The barometer runs monthly, so the AI questions now have a baseline against which to measure movement. For input suppliers building AI into agronomy services, the useful signal is not the 52% headline but the 14%. Until growers believe the tools save labor, the labor-savings pitch is landing on an audience that does not accept the premise. Fertilizer Daily examined EuroChem’s AI recommender systems and their $19 million production benefit on July 7, a reminder that the clearest returns so far have been captured inside the plant rather than on the farm.
Source: AgFunderNews
What to know about farm AI adoption in 2026
A monthly sentiment survey of U.S. agricultural producers run by Purdue University’s Center for Commercial Agriculture with CME Group. This edition drew responses from 400 farmers. It is the first edition to include questions on AI and digitization, so there is no prior reading to compare against.
Fifty-two percent said AI and data-driven tools provide no meaningful benefit to their operation currently. Among those who do see benefit, 22.8% expect increased production and 14% expect reduced labor needs and costs. Respondents saw little benefit in reducing risk and uncertainty.

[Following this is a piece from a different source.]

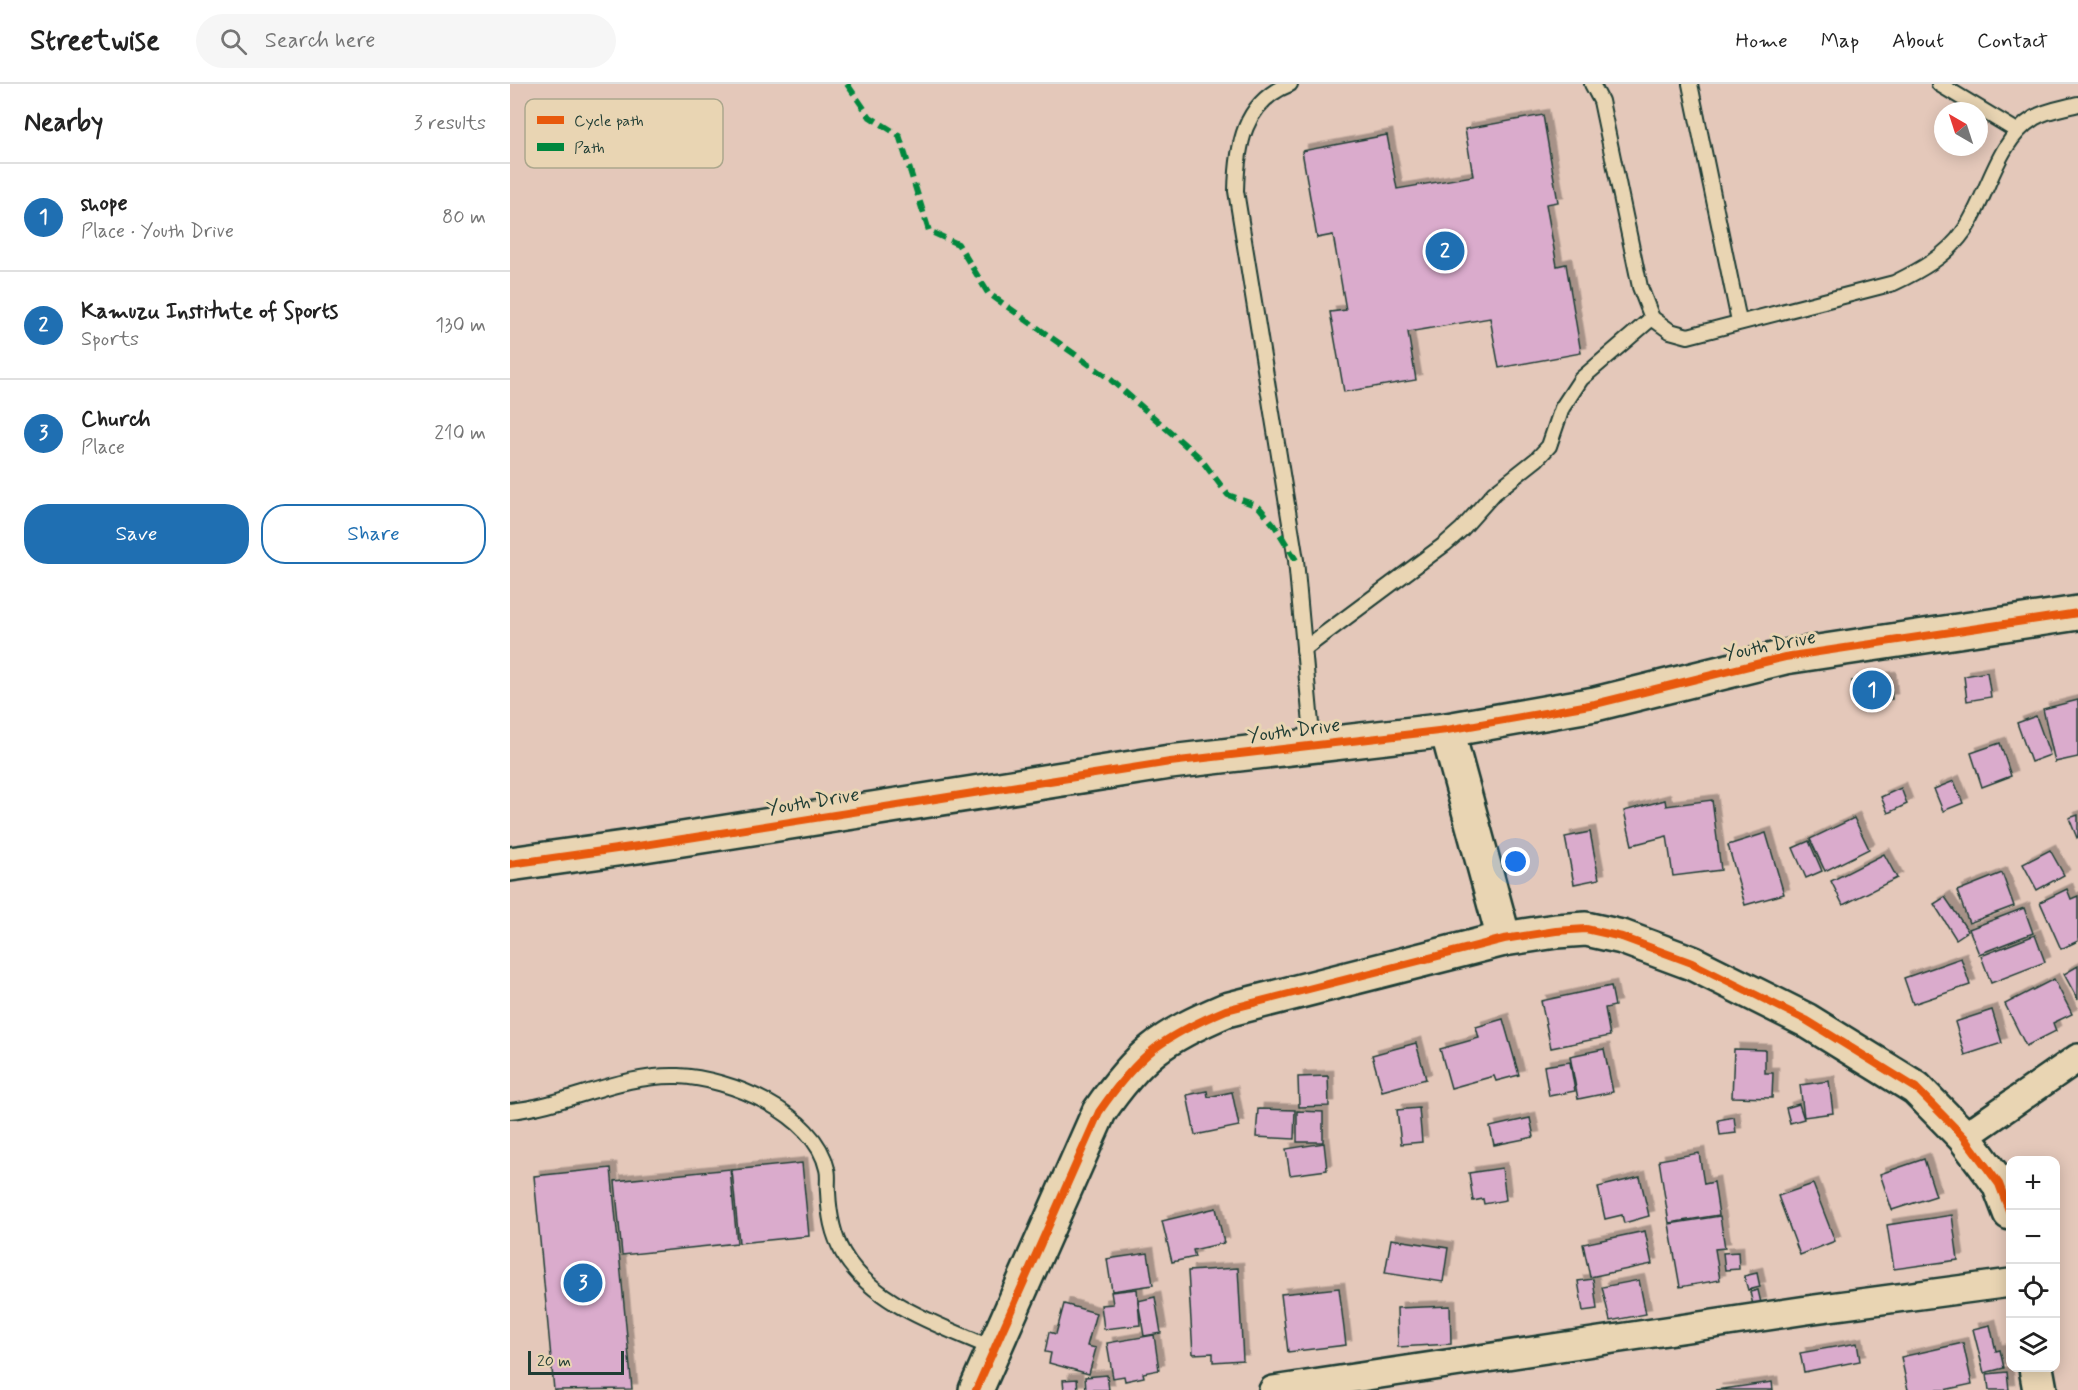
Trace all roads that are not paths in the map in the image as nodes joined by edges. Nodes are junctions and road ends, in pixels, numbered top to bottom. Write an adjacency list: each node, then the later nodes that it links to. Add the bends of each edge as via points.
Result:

High input costs, cited by 42% of respondents. Low output prices followed at 17%, weather risk at 14%, policy uncertainty at 11%, labor and equipment at 9%, and debt or financial pressure at 8%. Fertilizer is the largest single line in the input cost complaint for most row crop operations.
Langemeier points to external constraints he calls the facts on the ground. A tool may recommend planting on a specific day, but weather or equipment failure can make that impossible. He notes a learning curve with data-driven tools and that following a prescription precisely may be difficult in practice.
Langemeier expects a higher percentage of producers to report meaningful benefits in future surveys as growers work out where the tools fit. The barometer runs monthly, so the AI questions now have a baseline for tracking. No timeline for a shift has been given.